Lorsque Garp relâcha la puissance accumulée, la monstruosité noire se ramassa sur elle-même avant d'exploser, projetant tout le monde en l'air. Trafalgar se retrouva coincé dans les branches d'un pin, sonné. Des images incohérentes se dessinèrent sous ses yeux, vives et fulgurantes. De la neige, la sensation d'un froid glaçant, des ronces, la Mort, une sorcière blanche, un monde en flammes.

_ Nous avons tous eut la même vision. Garp a tout de suite commencé des recherches. Quelques jours avant le Sabbat, nous avons investi leur temple… et … nous avons essayé de la tuer. La sorcière blanche… lorsqu'elle a … tuée Drake, j'ai perdu le contrôle de mon corps. Elle m'a jeté un sort et je me suis réveillé… dans cette fausse forêt, où vous êtes venu me chercher, conclut-il, reprenant son verre pour le vider.

Durant son récit, Sabo était allé chercher plusieurs volumes, vieux, épais et poussiéreux, feuilletant les pages, pour retrouver les événements racontés. Il n'avait cessé d'hocher la tête.

_ Ce qu'il raconte s'est réellement passé. Tous tournèrent la tête dans sa direction. Garp a tout noté.

Trafalgar jaillit du fauteuil, faisant sursauter Vivi et Jewelery, contournant les fauteuils pour s'emparer du bouquin et lire avidement les lignes manuscrites. Il avait donc survécut ! Le soulagement fut tel qu'il eut l'impression qu'on lui enlevait un sac de pierres du dos.
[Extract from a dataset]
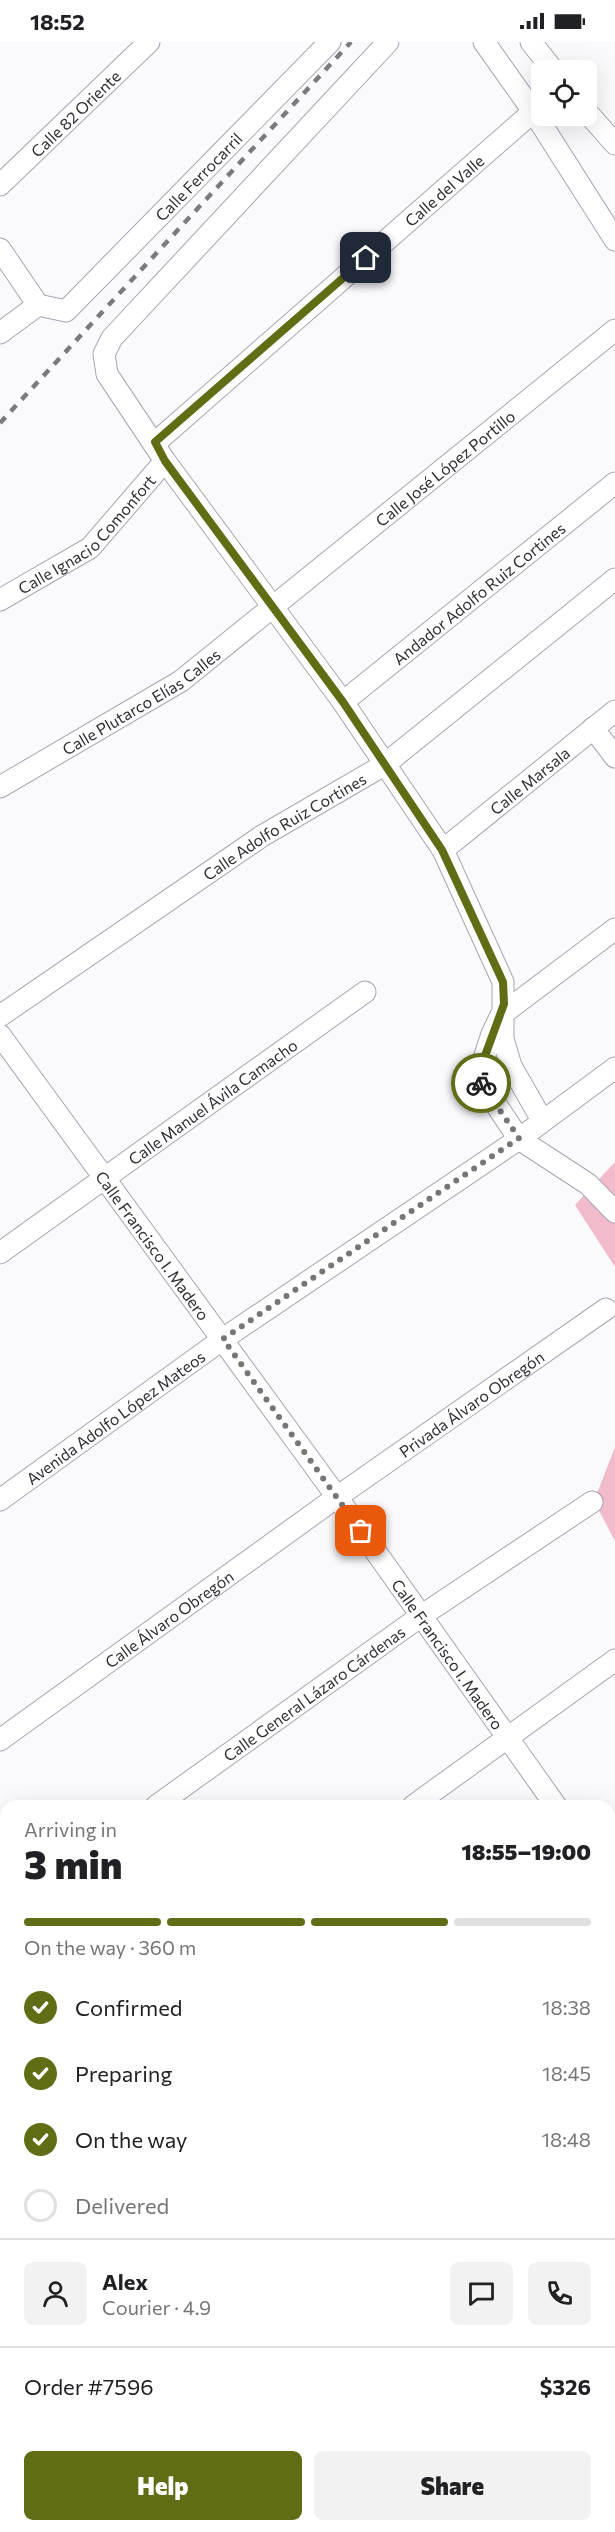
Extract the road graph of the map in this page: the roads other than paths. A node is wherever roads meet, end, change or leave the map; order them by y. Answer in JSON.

Ace, Jew' et Vivi échangèrent un instant, tandis que Shanks regarda Rayleigh.

_ Bien, on sait maintenant d'où et de quand il vient. Le tout maintenant, ça va être de lui expliquer où il est arrivé. Assimiler presque six cents ans de technologie… ça va être chaud…

Rayleigh hocha la tête en fermant les yeux.
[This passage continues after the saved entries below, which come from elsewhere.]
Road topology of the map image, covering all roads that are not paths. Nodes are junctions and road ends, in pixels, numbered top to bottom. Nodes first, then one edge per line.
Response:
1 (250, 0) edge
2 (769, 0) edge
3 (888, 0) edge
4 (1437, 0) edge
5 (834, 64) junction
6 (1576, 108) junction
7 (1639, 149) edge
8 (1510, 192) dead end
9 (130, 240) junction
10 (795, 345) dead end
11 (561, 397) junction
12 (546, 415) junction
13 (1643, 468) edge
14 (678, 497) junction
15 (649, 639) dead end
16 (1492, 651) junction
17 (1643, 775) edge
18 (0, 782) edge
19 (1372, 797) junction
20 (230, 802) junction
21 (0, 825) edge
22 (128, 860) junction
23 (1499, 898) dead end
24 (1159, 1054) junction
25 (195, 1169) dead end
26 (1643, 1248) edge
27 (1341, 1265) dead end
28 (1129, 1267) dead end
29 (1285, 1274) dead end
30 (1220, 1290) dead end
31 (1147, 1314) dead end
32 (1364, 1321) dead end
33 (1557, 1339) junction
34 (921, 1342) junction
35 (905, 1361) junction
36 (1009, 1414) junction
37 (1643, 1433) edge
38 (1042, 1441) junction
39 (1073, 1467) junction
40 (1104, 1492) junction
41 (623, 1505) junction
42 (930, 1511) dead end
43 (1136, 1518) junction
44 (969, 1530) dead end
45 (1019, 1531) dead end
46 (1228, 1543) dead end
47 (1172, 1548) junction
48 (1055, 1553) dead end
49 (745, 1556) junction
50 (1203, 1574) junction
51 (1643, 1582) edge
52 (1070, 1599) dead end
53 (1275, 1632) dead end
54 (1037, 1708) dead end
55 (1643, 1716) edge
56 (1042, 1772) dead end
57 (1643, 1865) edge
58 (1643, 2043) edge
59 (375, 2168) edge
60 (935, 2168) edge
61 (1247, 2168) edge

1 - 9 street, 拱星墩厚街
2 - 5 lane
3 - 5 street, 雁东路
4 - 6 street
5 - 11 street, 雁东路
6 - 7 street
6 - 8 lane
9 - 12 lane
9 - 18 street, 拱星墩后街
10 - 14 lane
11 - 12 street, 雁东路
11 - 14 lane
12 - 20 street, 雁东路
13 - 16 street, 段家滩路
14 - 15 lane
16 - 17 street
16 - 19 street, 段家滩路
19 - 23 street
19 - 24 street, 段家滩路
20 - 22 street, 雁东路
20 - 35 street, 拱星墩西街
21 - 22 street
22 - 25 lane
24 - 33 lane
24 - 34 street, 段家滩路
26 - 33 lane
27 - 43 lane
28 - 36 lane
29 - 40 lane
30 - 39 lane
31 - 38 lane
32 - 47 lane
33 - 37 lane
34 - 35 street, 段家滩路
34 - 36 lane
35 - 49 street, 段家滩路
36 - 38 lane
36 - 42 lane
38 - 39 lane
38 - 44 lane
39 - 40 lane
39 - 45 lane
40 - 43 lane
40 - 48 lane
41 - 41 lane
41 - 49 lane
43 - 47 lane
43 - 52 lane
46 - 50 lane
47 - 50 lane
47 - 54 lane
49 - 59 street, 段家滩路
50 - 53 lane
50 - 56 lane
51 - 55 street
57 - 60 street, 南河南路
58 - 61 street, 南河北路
_ Il va falloir y aller doucement. Évitons de lui mettre internet entre les mains tout de suite, et qu'il évite de sortir, je ne voudrais pas qu'il nous fasse une attaque en découvrant un hélico ou un avion.

Shanks eut un petit sourire et se servit un nouveau verre de punch, laissé à disposition sur la petite table basse.